CORTE DI CASSAZIONE, sezione penale, sentenza n. 57736 depositata il 28 dicembre 2017
Fallimento – Reato di bancarotta fraudolenta – Reato di cui all’art. 223, l.f
Ritenuto in fatto
1. Con sentenza emessa il 15/12/2009 il Tribunale di Reggio Calabria aveva affermato la responsabilità penale di M. G., in qualità di amministratore delegato della IIM.CO.T s.r.l., fallita il 15/10/2001, in relazione al reato di cui all’art. 223, comma 2, l.f., per aver cagionato il fallimento della società con dolo o per effetto di operazioni dolose (capo A), al reato di bancarotta fraudolenta patrimoniale di cui agli artt. 223, comma 1, e 216 l.f., per aver distratto la somma di € 55.176,23, effettuando anticipazioni per i pagamenti di debiti della società E. s.r.l. (capo B), al reato di bancarotta fraudolenta documentale di cui agli artt. 223, comma 1, e 216 l.f., per aver falsificato i libri e le scritture contabili; affermava, altresì, la responsabilità penale di D’A. A. M. e B. L., in qualità di componenti del consiglio di amministrazione, per non aver impedito al M. le operazioni dolose (capo D), le distrazioni (capo E) e le falsificazioni delle scritture contabili (capo F); assolveva i componenti del collegio sindacale perché il fatto non costituisce reato.

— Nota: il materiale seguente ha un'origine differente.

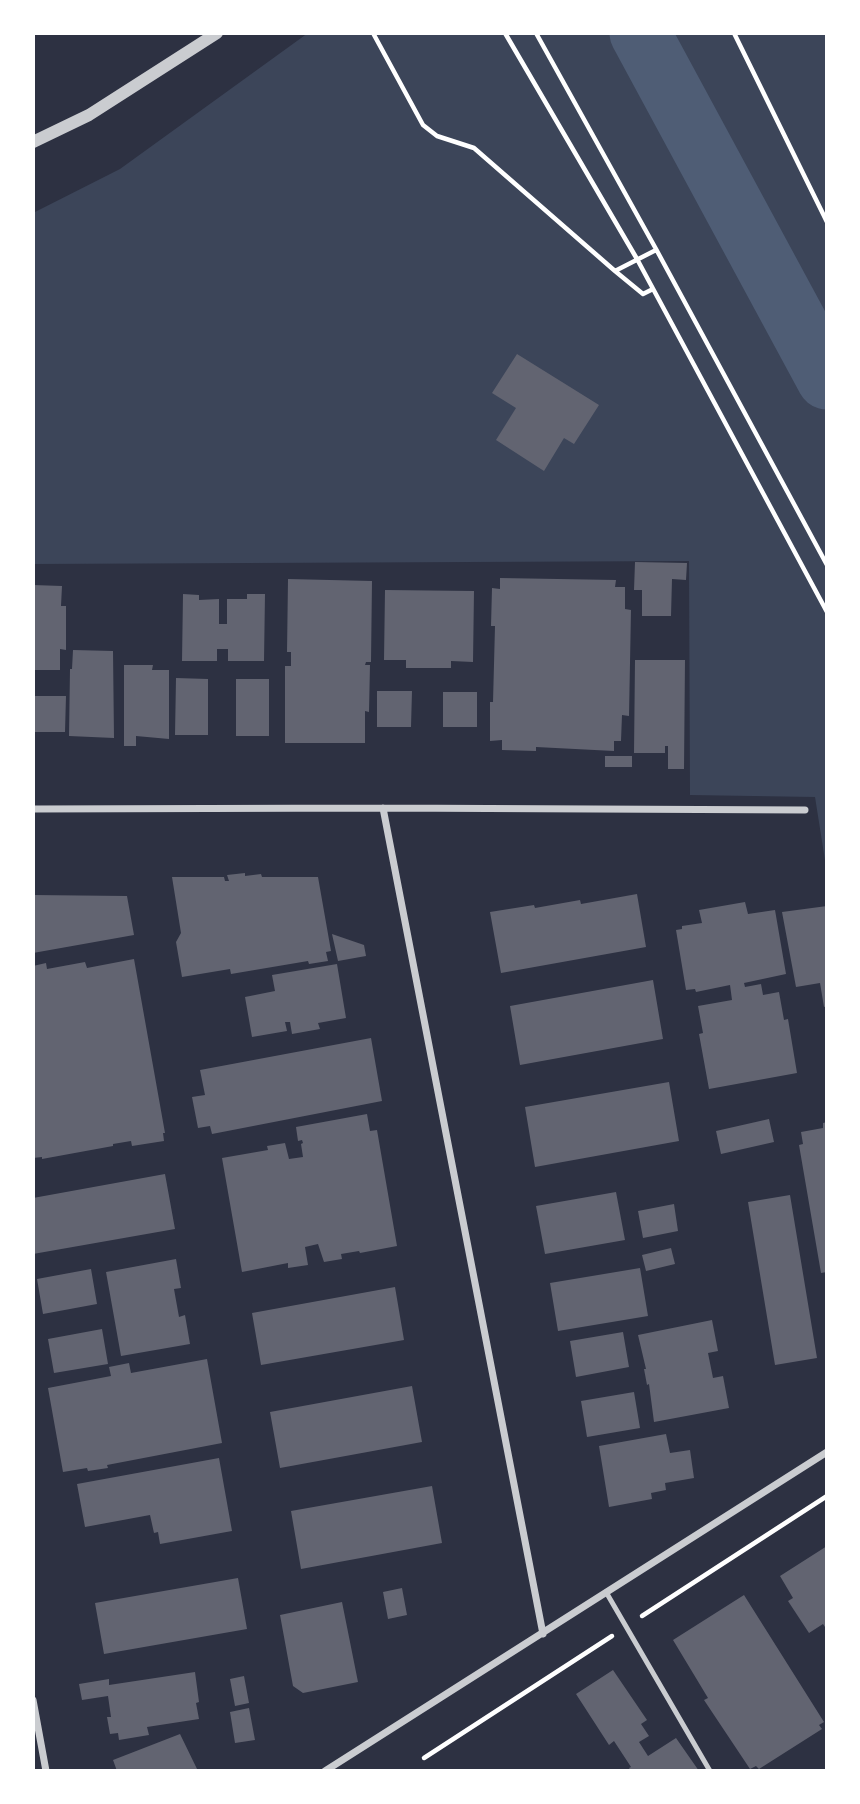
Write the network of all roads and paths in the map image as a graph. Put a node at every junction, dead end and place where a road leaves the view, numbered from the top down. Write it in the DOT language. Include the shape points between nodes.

Con sentenza emessa il 24/09/2015 la Corte di Appello di Reggio Calabria, in parziale riforma, ha dichiarato non doversi procedere in ordine ai reati di cui ai capi A, C, D ed F, per essere estinti per prescrizione, confermando nel resto la sentenza di primo grado, e rideterminando la pena inflitta a M. in anni tre e mesi sei di reclusione.
2. Avverso tale sentenza ricorre per cassazione il difensore di B. L., Avv. F. Neri, deducendo il vizio di violazione di legge, qui enunciato, ai sensi dell’art. 173 disp. att. cod. proc. pen., nei limiti strettamente necessari per la motivazione.
Lamenta che l’imputata, condannata per aver concorso nella bancarotta per distrazione di cui al capo E, avendo omesso gli ordinari obblighi di controllo sull’operato dell’amministratore delegato, in quanto moglie del dominus del gruppo, non avesse consapevolezza del possibile depauperamento del patrimonio sociale, anche in ragione della carica del tutto formale rivestita (secondo quanto dichiarato da D’A. A.); in altri termini, i membri del C.d.A. non partecipavano in concreto alle decisioni e alle scelte dell’azienda, e la modesta anticipazione della somma di € 55.176,23 a favore di altra società non poteva essere ritenuta idonea a cagionare un danno, perché la INCOT aveva un volume d’affari significativo; in ogni caso, l’imputata non era a conoscenza del pagamento eseguito dall’amministratore; inoltre, l’art. 2392 c.c., come novellato nel 2003, riduce gli oneri e le responsabilità degli amministratori.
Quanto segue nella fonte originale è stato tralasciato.